Now the Rigillis chapter appears have closed for good as ND has stopped renting the building, which belongs to the Agricultural University of Athens.

It was spring of 1975 when the late Constantine Karamanlis decided to ignore the building’s historical associations (before the country’s military dictatorship, it had housed the royal gendarmerie and served as a controversial polling center in the 1961 elections) and gave then ND director Timoleon Louis the go-ahead to open up the building for the party. Since then, the building has gone through good times and bad.

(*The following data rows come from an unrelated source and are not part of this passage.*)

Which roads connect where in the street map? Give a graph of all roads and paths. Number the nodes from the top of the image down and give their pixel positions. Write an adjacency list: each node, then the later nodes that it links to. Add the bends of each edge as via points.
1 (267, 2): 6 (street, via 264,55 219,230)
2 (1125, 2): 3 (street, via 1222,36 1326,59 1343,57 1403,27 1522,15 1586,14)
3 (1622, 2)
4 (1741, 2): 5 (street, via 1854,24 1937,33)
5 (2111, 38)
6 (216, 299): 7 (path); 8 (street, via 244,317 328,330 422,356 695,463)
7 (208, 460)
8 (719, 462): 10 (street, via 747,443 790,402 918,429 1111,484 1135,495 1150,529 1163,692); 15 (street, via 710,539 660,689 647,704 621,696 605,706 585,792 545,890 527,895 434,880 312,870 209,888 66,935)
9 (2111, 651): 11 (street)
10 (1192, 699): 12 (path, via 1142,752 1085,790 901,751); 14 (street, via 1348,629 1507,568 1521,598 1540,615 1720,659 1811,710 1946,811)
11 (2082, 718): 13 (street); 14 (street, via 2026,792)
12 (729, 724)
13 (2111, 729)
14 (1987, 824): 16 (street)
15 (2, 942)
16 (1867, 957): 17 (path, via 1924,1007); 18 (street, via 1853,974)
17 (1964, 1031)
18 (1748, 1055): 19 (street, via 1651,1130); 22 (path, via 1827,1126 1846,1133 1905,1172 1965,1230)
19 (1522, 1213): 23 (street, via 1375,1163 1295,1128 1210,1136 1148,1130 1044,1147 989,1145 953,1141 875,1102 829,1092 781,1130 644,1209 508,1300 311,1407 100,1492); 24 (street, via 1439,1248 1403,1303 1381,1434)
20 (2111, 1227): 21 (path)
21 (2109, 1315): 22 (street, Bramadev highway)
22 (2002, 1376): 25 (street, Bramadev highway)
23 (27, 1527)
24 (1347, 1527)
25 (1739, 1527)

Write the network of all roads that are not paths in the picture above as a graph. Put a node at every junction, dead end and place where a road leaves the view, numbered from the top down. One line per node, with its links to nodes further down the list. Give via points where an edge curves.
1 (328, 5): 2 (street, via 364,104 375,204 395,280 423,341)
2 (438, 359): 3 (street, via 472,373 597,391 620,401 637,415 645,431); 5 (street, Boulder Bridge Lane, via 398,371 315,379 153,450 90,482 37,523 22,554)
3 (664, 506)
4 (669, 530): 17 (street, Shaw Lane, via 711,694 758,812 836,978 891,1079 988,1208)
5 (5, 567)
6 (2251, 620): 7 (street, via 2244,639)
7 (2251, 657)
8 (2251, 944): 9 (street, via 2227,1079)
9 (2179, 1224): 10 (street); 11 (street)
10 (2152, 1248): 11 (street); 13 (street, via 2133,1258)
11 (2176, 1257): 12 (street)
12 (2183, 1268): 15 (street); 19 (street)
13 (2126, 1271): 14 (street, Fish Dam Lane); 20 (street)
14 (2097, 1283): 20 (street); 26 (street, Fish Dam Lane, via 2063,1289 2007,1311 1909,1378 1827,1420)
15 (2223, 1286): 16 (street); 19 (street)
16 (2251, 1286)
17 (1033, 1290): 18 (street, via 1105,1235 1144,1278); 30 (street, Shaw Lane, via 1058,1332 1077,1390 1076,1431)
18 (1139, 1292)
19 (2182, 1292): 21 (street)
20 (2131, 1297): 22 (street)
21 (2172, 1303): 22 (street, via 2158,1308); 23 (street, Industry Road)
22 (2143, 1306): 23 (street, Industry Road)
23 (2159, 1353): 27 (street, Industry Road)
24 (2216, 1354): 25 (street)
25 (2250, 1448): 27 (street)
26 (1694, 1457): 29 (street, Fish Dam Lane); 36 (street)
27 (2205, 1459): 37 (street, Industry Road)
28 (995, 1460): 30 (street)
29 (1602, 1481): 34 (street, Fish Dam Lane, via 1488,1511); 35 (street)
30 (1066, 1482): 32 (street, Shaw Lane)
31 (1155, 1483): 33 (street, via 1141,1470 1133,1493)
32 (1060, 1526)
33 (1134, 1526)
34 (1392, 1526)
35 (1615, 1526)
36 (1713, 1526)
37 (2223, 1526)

The swing had never been more abrupt than on election day on April 8, 2000. Prompted by an optimistic exit poll, ND officials and supporters rushed to celebrate what appeared to be a victory for Costas Karamanlis over his PASOK rival Costas Simitis. However, the celebrations soon turned into despair as the Socialist party went on to win the vote with a razor-thin margin of a few thousand votes. Karamanlis had to wait another four years before he could taste victory while standing on the first-floor balcony of the neoclassical building. Constantine Mitsotakis had appeared on the same balcony after winning the 1989 elections, whereas current ND leader Samaras had already moved his office to Syngrou before winning the June elections last year.

Since the party apparatus moved into the new headquarters, the Rigillis Street property has accommodated the Constantinos Karamanlis Institute for Democracy, the official think-tank of the Greek conservatives. The institute’s event on the German elections brought an end to ND’s presence in the building. The event was held in the same hall that Evangelos Averoff was appointed president of the party, succeeding Georgios Rallis. Also in the same hall, Mitsotakis was elected president after beating Costis Stefanopoulos in 1984. In 1993 Miltiadis Evert beat fellow conservative Ioannis Varvitsiotis, and, three years later, Giorgos Souflias. The hall was later renamed after Mitsotakis but the inscription has not really been well taken care of since.

In 1997, Karamanlis was the first to suggest the idea of leaving the old neoclassical building and moving to a modern establishment. The idea did not come to fruition then as ND was elected to govern. Interestingly, during the periods when New Democracy was in government the offices were mostly empty, and it was only while the party was in the opposition that its offices were a hive of political activity. Eventually it was Samaras who took the decision to leave Rigillis as it could no longer meet the needs of a modern party apparatus.

The Rigillis building was until now the only one of those kept by the party to survive the Syngrou move. The decision to hold on to the property, in spite of the financial cost, was driven by political sentiment as well as pragmatism. It carried emotional weight as a symbol of continuity for the party. More cynically, there was also the fear that Dora Bakoyannis might have rented the premises to house her short-lived Democratic Alliance party.

But it’s finally over for Rigillis. Constantinos Tasoulas, head of the Karamanlis Institute, will be the one to lock the door opened in 1974 by Louis. With a monthly rent of 10,000 euros and with unpaid debts to the Agricultural University, the state and its staff, abandoning the property is also a condition for the institute’s own survival.